COUNTING AND CRACKING - ADELAIDE FESTIVAL
COUNTING AND CRACKING, Belvoir and Co-Curious and Adelaide Festival at Ridley Centre, Adelaide Showgrounds, 2-9 March 2019. Photography by Brett Boardman/Belvoir
In the program notes, playwright S Shakthidharan writes, “The stories we choose to believe in underlie all our actions, thoughts and feelings. In Counting and Cracking I hope to provide audiences with a new story to believe in...”
The new story has its roots in an older one, however, and an astonishing one for longtime admirers of dancer-choreographer-cultural ambassador Anandavalli. It seems Shakthidharan is her son and this story is part of their family truths and mythologies.
Counting and Cracking is a modern Australian story – of civil war, fear, death, hope, love and redemption and a new country. It begins in Ceylon and tumbles headfirst into the divisively deadly conflict that became Sri Lanka. from there it moves to Australia as young wife and soon-to-be mother Radha flees comfortable Colombo for an apartment in Pendle Hill.
If you’re wondering how: she arrived by plane, not by leaky boat. And it was the 1970s. (See also A Man of Good Hope for more amazing post-colonial scenes.) A few years later Radha might have heard Malcolm Fraser say,
“The less constructively a society responds to its own diversity the less capable it becomes of doing so. Its reluctance to respond, fuelled by the fear of encouraging division, becomes a self-fulfilling prophesy – the erosion of national cohesion is a result not of the fact of diversity but of its denial and suppression”.
The fact that modern Australian governments, of both sides, disdain the Fraser viewpoint is what has led directly to Counting and Cracking.
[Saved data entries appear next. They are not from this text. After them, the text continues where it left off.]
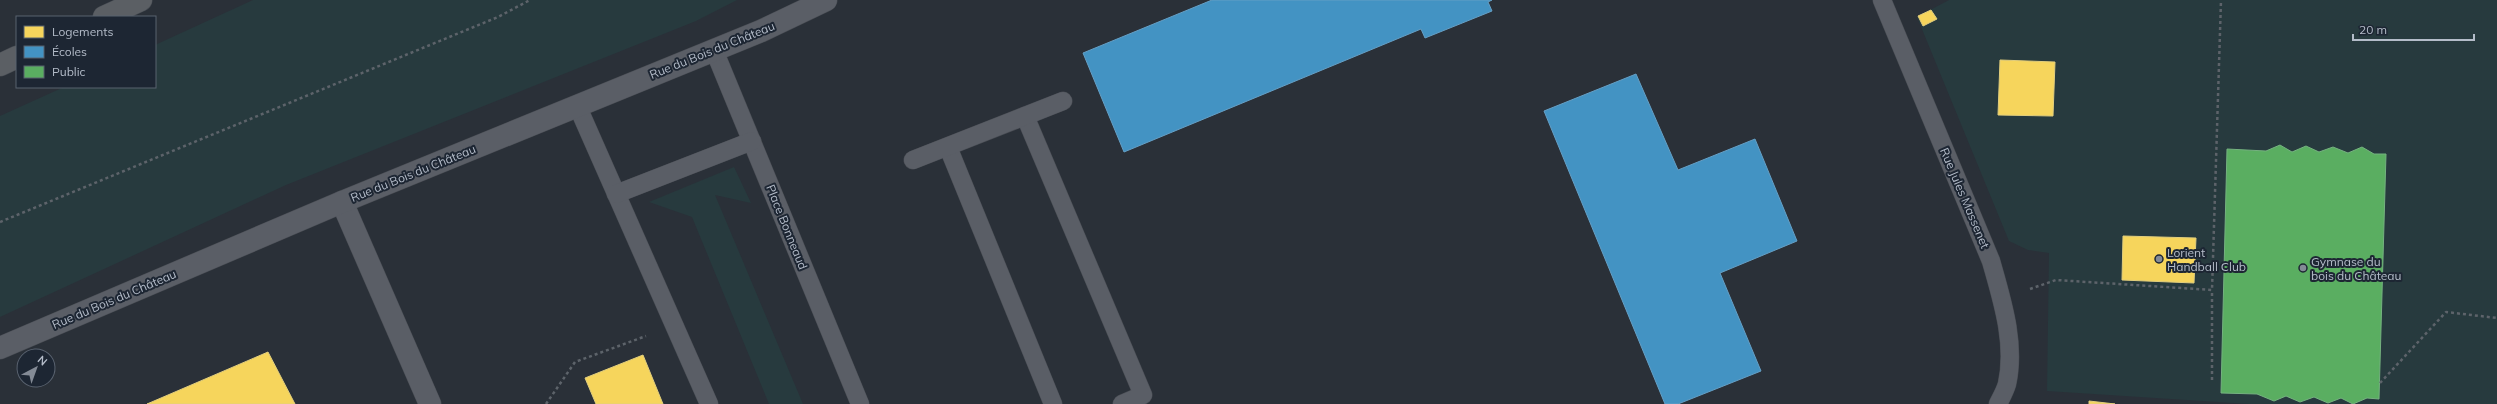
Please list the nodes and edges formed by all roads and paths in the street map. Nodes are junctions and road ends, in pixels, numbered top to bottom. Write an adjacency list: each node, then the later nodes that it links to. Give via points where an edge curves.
1 (141, 0): 6 (highway)
2 (530, 0): 18 (path, via 491,20)
3 (826, 0): 7 (street, Rue du Bois du Château)
4 (1882, 0): 20 (lane, Rue Jules Massenet, via 1991,261)
5 (2221, 0): 19 (path)
6 (106, 16)
7 (714, 50): 11 (street, Rue du Bois du Château); 13 (lane, Place Bonneaud)
8 (16, 57): 9 (highway)
9 (0, 65)
10 (1063, 101): 12 (lane)
11 (577, 105): 16 (lane); 17 (street, Rue du Bois du Château)
12 (1025, 116): 14 (lane); 31 (lane, via 1143,394)
13 (752, 141): 16 (lane); 29 (lane, Place Bonneaud)
14 (948, 147): 15 (lane); 30 (lane)
15 (913, 160)
16 (616, 194): 22 (lane)
17 (342, 202): 23 (street, Rue du Bois du Château); 26 (street)
18 (0, 222)
19 (2212, 290): 20 (path, via 2056,280); 24 (path)
20 (2002, 299): 32 (lane, Rue Jules Massenet, via 2009,343 2007,384)
21 (2497, 318): 25 (path, via 2446,312)
22 (674, 325): 27 (path, via 575,362); 28 (lane)
23 (0, 348)
24 (2212, 380)
25 (2380, 382)
26 (430, 404)
27 (546, 404)
28 (709, 404)
29 (860, 404)
30 (1053, 404)
31 (1122, 404)
32 (1998, 404)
The play doesn’t take a linear approach however, rather it flits back and forth from Radha’s early, privileged and happy life (Vaishnavi Suryaprakash) as the grand-daughter of a venerated politician (Prakash Belawadi), to the 21st century (Kalieaswari Srinivasan is the older Radha) and Australia. There we find her son Sid (Shiv Palekar) – okay, Siddhartha, but he speaks only English, not Singhalese, he’s a bad Sri Lankan he says – being a typical young Aussie male.
Siddhartha’s at university “studying media studies”, to his mother’s bewilderment, while living in Coogee and not properly at home with her, to her Sri Lankan annoyance. He is also becoming attracted to Lily (Rarriwuy Hick), a Yolngu law student whose strong Arnhem Land roots awaken a hitherto dormant curiosity about his own.
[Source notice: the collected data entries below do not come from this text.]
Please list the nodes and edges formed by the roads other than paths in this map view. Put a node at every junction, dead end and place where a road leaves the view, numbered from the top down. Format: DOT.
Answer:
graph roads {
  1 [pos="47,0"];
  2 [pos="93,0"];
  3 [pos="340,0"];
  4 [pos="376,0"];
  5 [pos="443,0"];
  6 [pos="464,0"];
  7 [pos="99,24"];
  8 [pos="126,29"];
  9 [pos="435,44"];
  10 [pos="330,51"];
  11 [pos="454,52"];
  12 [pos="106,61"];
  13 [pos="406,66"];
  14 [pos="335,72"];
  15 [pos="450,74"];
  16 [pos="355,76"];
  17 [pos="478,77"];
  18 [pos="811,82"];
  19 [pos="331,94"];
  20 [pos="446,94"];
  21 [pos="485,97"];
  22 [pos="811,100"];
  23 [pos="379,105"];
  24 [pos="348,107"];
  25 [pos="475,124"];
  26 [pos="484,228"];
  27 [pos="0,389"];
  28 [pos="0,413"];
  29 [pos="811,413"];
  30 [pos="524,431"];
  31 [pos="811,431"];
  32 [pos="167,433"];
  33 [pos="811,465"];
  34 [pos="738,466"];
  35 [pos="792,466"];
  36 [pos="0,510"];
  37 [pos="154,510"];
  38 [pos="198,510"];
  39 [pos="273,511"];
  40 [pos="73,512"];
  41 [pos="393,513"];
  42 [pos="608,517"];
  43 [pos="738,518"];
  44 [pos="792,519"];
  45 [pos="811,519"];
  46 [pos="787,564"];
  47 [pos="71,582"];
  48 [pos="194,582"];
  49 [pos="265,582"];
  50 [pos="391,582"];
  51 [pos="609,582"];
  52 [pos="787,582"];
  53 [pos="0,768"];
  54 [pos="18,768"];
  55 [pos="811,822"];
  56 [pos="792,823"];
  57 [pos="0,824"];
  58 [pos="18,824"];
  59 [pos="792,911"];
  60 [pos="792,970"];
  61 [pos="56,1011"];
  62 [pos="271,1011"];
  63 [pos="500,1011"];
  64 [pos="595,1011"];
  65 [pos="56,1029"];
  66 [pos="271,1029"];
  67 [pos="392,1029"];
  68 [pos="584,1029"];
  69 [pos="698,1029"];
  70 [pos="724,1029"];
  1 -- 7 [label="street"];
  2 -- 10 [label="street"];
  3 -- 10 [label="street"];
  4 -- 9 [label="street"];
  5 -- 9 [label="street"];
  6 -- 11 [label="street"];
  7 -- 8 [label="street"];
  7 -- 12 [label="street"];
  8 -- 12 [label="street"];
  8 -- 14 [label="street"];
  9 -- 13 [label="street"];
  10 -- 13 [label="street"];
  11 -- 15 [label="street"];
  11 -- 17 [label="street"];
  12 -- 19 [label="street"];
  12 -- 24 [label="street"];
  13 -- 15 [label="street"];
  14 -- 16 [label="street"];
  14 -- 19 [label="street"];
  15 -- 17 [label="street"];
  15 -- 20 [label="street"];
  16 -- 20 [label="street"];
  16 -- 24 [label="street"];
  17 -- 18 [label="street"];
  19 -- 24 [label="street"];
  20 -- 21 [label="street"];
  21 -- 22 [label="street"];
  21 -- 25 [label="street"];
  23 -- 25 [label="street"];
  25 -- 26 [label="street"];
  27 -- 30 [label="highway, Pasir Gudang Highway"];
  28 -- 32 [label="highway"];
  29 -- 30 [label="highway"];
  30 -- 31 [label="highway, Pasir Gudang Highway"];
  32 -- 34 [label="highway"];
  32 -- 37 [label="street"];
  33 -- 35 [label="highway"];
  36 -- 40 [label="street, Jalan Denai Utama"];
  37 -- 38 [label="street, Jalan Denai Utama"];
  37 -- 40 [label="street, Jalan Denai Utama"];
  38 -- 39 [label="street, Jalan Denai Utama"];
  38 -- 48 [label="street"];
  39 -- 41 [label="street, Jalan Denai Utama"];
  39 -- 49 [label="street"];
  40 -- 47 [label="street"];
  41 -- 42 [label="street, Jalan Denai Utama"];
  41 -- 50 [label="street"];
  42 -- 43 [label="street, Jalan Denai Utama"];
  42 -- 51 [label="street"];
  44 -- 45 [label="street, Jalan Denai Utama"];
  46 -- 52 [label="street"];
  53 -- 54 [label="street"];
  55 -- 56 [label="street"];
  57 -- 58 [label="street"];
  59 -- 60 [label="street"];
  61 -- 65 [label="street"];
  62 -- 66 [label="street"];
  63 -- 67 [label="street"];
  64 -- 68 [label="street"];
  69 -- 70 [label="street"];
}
Sixteen actors take on many roles across four generations and two countries. The play opens with a reluctant Siddhartha being ritually washed before being entrusted with the disposal of his grandmother’s ashes. Ancestral ashes were entrusted to Colombo’s Kelani river, but Siddhartha is appalled that he is expected to wade into the Georges river and dunk himself in it.
The ashes are Radha’s last link with Sri Lanka, until a phone call turns their lives upside down. Because of the play’s time-hopping structure the audience is already aware that her husband, Thirru (Jay Emmanuel as the younger and Antonythasan Jesuthasan as the older) didn’t die in the riots, but was tortured and imprisoned.
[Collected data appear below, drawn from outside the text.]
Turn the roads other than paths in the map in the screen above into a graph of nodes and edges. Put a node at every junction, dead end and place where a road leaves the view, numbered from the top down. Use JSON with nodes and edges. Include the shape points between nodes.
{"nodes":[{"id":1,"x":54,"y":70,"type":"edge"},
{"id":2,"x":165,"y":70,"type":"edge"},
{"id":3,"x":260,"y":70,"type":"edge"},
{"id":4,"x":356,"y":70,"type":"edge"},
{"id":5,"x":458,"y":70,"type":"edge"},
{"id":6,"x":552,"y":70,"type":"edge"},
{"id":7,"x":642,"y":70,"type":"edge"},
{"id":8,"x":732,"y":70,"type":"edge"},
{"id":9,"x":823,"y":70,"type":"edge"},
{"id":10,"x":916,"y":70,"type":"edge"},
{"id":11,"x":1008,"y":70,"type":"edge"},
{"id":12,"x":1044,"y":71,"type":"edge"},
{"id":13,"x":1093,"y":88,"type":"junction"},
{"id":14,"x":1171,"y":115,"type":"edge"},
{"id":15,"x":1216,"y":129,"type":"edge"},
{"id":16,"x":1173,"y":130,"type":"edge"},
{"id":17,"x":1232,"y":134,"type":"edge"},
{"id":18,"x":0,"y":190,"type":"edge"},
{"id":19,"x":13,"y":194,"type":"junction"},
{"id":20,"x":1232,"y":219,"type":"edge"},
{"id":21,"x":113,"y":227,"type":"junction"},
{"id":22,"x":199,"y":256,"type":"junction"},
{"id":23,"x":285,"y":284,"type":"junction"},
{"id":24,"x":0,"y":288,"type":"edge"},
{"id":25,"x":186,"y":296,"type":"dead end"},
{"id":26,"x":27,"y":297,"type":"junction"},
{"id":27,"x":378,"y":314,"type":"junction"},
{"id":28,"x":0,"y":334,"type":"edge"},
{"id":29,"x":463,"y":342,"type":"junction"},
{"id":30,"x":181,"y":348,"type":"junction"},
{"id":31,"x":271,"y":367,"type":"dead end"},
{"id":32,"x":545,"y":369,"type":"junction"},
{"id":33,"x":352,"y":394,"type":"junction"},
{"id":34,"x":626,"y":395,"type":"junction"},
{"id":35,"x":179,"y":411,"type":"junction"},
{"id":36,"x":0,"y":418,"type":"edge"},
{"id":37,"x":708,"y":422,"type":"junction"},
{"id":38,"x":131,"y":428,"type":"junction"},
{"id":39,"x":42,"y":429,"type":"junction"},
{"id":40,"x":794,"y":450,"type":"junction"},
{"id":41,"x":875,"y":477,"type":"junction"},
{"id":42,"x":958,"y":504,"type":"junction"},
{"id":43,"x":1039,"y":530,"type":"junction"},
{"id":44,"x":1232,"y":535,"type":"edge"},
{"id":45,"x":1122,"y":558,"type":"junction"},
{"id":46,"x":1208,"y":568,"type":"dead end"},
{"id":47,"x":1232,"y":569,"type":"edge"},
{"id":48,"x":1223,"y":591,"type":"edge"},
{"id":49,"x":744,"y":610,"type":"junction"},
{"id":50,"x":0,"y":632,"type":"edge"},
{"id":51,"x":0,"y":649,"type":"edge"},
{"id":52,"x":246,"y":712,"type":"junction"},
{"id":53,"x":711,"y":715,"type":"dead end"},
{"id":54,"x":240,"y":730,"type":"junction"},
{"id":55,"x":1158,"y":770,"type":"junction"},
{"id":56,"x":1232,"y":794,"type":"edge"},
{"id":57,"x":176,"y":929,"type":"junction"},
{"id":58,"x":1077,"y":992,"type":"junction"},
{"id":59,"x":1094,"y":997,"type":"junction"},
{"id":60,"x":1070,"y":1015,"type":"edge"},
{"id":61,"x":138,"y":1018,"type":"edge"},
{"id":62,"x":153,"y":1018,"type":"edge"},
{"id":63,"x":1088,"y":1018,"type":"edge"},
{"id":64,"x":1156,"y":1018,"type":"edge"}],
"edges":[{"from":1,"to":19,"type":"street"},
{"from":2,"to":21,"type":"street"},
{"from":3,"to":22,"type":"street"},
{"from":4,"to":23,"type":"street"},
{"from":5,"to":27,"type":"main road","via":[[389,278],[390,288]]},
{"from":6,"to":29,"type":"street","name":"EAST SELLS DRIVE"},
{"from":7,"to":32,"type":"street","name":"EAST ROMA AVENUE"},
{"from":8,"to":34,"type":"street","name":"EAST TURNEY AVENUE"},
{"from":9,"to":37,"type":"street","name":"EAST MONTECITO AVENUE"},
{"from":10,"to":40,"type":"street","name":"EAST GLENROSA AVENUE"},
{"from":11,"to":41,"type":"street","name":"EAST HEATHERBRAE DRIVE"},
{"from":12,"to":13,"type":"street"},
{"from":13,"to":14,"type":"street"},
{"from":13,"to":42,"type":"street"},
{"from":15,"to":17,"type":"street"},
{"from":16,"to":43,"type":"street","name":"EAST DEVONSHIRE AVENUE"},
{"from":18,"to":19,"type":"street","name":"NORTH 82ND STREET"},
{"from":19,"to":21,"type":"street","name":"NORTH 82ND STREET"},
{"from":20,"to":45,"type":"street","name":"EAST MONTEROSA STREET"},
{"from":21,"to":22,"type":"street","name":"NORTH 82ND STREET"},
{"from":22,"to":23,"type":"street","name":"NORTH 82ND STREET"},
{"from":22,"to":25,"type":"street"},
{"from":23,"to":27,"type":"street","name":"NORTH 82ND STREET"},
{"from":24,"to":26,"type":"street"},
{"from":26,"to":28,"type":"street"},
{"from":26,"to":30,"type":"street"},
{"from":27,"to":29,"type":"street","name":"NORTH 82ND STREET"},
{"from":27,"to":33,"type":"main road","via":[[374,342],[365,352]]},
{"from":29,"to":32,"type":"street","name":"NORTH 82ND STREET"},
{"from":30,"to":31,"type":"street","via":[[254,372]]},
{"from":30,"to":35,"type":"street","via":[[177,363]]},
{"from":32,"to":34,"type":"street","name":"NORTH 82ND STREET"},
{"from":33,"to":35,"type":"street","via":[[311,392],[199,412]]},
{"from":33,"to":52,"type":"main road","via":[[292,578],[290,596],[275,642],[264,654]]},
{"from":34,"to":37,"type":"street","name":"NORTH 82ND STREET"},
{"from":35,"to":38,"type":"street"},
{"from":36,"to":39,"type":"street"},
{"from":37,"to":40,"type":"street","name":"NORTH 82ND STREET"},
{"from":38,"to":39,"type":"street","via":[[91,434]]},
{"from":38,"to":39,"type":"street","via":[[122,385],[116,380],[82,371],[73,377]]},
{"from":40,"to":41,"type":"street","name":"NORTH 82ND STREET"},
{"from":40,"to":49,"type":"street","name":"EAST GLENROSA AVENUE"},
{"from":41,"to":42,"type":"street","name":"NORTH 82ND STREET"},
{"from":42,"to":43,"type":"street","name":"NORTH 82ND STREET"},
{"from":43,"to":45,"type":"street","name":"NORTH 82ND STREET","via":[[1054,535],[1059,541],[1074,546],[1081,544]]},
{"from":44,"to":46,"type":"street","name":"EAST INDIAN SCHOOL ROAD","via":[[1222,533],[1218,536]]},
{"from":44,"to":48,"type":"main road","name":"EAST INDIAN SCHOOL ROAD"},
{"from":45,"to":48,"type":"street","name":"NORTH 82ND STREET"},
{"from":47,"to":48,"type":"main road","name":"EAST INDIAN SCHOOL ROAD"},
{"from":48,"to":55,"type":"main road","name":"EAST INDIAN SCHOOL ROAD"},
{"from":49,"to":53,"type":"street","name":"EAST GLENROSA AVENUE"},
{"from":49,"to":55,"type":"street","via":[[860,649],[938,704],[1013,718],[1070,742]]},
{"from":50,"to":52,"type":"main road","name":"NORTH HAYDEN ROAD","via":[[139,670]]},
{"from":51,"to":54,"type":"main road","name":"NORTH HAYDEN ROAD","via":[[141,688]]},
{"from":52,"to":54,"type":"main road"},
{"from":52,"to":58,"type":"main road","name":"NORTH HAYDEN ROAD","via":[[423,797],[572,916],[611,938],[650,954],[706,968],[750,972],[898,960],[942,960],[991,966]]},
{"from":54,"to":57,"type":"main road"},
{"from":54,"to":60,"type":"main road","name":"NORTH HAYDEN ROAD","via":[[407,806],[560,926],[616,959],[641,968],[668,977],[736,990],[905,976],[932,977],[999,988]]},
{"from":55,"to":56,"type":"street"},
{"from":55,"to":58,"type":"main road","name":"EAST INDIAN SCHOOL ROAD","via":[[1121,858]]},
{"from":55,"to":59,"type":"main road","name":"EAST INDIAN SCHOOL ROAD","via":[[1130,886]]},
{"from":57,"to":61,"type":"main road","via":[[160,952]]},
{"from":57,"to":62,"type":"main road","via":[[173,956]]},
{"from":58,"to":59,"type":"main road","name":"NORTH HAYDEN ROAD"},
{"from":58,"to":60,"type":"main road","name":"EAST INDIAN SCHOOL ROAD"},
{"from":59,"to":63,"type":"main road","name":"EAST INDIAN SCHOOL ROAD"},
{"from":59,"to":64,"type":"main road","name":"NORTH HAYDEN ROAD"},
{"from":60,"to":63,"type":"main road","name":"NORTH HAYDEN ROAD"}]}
Counting and Cracking is an epic on a human scale, moving between 1956 and 2004, between civil and family conflict, clashing cultures and hostilities between generations. It’s ingeniously told partly in Sanskrit dialogue with on-stage characters semi-simultaneously translated into English by other actors, sitting and watching from the sidelines.
Originally produced in a hall built within Sydney Town Hall, the Adelaide season is similarly contained in a hall at the Ridley Showground. where, via an all-inclusive lighting scheme (Damien Cooper), the audience is rarely separated from the players. Temporary rows of seats creak woodenly on three sides with a long, raised rectangular stage thrusting down the centre. There are metal gates to keep out the hoi polloi and signage (year and place) at the far end. (Set and costume design: Dale Ferguson.)
A platform-alcove overlooks the hall where three musicians (Shenzo Gregorio, Arjunan Puveendran and Vinod Prasanna) complement or counterpoint the drama (sound designer and composer Stefan Gregory; Adelaide musical director: Alan John; impeccable Adelaide sound design: David Bergman).
Divided into three acts running at 3.5 hours in total, Counting and Cracking is simply enthralling. It seamlessly marries the personal and political; the great moments – a country coming apart at the seams of language/racial antagonism – and the small ones – an air-conditioning man (Arky Michael) comes to Radha’s apartment to install a new unit and asks her out on a date.
It also articulates one of the driving forces at the heart of so much of the Australian experience: where do I come from? Where do I belong? It’s bittersweet to see both Siddhartha and Lily wrestling with these questions from their different standpoints.
The stories are captivating, with rich drama and comedy arising from the confidence of the company of 16 in its director Eamon Flack.His grasp of the sprawling spectacle is vital to its success and, in the final scenes, when the climactic elements – in Sri Lanka and Australia – combine to terrifying effect, the skills at play are breathtaking.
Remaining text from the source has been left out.